Constitutional context
The bill implicates the Commerce Clause (Art. I, §8), which grants Congress authority to regulate international trade, including energy exports. The Nondelegation Doctrine is relevant because the bill effectively removes agency discretion by pre-determining the public interest finding — raising questions about whether Congress is appropriately setting policy or improperly constraining executive branch judgment. Under West Virginia v. EPA (2022) and Loper Bright Enterprises v. Raimondo (2024), courts now apply heightened scrutiny to agency authority and independently interpret statutory mandates, meaning any future regulatory interpretation of this bill's scope would receive no judicial deference.

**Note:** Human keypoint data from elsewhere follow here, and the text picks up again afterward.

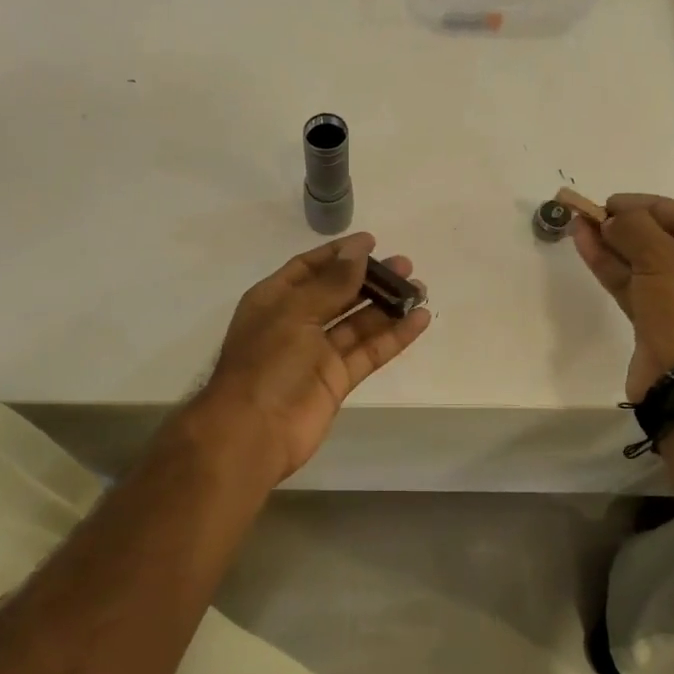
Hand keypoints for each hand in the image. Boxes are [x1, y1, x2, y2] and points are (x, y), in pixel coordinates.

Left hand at [200, 233, 430, 481]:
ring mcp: (317, 353)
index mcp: (274, 300)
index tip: (372, 242)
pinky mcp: (337, 380)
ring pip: (358, 323)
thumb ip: (332, 283)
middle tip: (406, 265)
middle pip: (338, 293)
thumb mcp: (295, 312)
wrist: (253, 432)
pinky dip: (393, 337)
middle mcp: (296, 322)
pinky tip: (419, 320)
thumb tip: (358, 253)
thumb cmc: (266, 362)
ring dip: (387, 306)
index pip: (309, 268)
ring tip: (420, 289)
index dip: (339, 254)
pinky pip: (369, 352)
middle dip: (370, 278)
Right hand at [572, 194, 673, 399]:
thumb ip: (636, 230)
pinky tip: (585, 247)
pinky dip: (610, 267)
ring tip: (579, 224)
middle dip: (627, 225)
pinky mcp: (655, 322)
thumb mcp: (665, 262)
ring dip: (612, 244)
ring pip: (642, 263)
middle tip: (593, 213)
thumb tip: (612, 217)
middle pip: (664, 240)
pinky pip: (632, 285)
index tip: (614, 202)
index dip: (650, 206)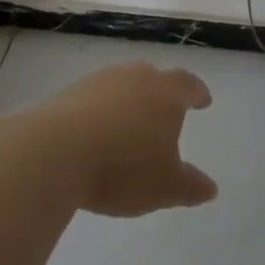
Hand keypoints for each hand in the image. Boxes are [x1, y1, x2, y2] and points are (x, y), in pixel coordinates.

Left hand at [31, 62, 218, 216]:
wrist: (54, 152)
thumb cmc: (122, 168)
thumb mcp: (166, 187)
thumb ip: (190, 186)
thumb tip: (209, 187)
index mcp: (165, 93)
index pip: (187, 84)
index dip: (197, 92)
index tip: (202, 100)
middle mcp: (133, 77)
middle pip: (152, 77)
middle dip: (161, 92)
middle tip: (165, 110)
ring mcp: (98, 82)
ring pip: (121, 84)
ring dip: (128, 100)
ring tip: (129, 124)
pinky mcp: (68, 93)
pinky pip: (94, 98)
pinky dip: (101, 111)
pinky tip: (97, 133)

The Necessary and Proper Clause supports Congress's authority to structure the approval process, but the Major Questions Doctrine could be invoked if the bill's aggregate effect on energy markets is deemed sufficiently vast to require clearer congressional authorization.
Checks and balances
This bill would shift authority from the executive branch (specifically the Federal Energy Regulatory Commission) to Congress by pre-determining the outcome of a class of regulatory decisions. FERC would lose its current discretion to evaluate individual small-scale LNG export applications on public interest grounds, reducing its gatekeeping role. Congress would effectively be making the public interest determination legislatively, constraining the executive agency's fact-finding and deliberative function for this category of applications.
Historical precedent
The Natural Gas Act of 1938 and subsequent amendments established the framework for LNG export approvals. The Energy Policy Act of 1992 created a presumption favoring exports to free-trade-agreement nations, offering a partial precedent for tiered, streamlined approval processes based on destination country status.